→ What to do:
For the data that follows, report how many lines include the string "Trunk", and write the number alone.

→ Records for the task:
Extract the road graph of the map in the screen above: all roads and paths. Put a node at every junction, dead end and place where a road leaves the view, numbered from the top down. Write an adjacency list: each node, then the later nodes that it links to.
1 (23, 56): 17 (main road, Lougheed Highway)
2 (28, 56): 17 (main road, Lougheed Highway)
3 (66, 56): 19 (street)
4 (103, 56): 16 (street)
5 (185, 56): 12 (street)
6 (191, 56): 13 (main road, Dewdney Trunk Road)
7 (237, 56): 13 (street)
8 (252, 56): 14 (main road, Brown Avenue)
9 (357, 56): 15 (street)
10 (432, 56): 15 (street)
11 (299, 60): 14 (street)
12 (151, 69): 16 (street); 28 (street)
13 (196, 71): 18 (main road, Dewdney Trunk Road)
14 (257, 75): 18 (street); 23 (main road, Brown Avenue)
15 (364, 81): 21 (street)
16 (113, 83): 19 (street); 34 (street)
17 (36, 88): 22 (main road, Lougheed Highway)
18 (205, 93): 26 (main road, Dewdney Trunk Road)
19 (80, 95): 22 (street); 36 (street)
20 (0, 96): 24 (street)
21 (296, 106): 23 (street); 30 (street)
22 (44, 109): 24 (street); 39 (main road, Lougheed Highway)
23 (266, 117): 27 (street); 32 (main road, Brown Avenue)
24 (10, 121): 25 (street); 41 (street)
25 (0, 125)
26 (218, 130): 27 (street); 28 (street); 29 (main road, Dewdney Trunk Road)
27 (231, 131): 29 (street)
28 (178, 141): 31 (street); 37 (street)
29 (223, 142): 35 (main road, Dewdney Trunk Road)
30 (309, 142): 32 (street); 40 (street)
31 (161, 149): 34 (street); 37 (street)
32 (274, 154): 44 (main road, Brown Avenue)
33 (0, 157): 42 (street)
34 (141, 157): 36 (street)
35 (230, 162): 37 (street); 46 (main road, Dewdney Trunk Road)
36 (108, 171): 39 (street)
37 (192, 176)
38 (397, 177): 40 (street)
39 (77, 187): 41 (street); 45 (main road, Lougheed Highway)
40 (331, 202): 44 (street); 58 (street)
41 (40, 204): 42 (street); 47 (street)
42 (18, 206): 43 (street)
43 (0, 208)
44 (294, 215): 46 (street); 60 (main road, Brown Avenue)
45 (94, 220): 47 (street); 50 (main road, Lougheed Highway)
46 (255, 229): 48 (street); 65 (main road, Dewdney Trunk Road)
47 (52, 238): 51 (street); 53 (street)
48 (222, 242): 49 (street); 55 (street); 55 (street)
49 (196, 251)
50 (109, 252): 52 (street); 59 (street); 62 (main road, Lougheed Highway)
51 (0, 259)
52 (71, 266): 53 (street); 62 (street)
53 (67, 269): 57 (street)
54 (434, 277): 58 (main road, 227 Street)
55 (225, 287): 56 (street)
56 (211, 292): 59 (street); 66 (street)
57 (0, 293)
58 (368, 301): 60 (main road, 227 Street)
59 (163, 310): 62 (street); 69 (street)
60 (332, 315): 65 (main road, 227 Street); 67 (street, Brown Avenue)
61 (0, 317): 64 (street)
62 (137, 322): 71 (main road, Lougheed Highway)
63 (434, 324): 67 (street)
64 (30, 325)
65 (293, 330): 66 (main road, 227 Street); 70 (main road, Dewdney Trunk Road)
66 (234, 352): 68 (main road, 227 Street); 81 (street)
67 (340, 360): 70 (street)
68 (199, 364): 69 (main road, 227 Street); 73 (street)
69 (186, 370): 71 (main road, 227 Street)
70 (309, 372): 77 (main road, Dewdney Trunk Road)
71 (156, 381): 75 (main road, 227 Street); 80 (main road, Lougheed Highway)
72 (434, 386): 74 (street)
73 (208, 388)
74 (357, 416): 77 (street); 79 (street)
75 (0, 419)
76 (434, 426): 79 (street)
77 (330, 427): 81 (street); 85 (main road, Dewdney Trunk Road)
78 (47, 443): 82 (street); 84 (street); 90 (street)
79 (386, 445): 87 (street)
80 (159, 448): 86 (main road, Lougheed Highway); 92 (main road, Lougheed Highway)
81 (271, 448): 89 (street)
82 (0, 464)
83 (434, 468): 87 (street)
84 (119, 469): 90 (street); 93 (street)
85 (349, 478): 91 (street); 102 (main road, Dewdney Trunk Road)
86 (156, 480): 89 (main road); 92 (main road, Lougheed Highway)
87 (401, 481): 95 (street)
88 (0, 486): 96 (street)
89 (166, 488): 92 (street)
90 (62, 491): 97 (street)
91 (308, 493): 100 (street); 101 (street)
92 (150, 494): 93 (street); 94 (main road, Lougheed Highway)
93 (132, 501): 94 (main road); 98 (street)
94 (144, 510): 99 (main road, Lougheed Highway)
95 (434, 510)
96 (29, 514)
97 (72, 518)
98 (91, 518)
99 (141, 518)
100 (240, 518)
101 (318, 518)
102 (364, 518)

→ Response box:
11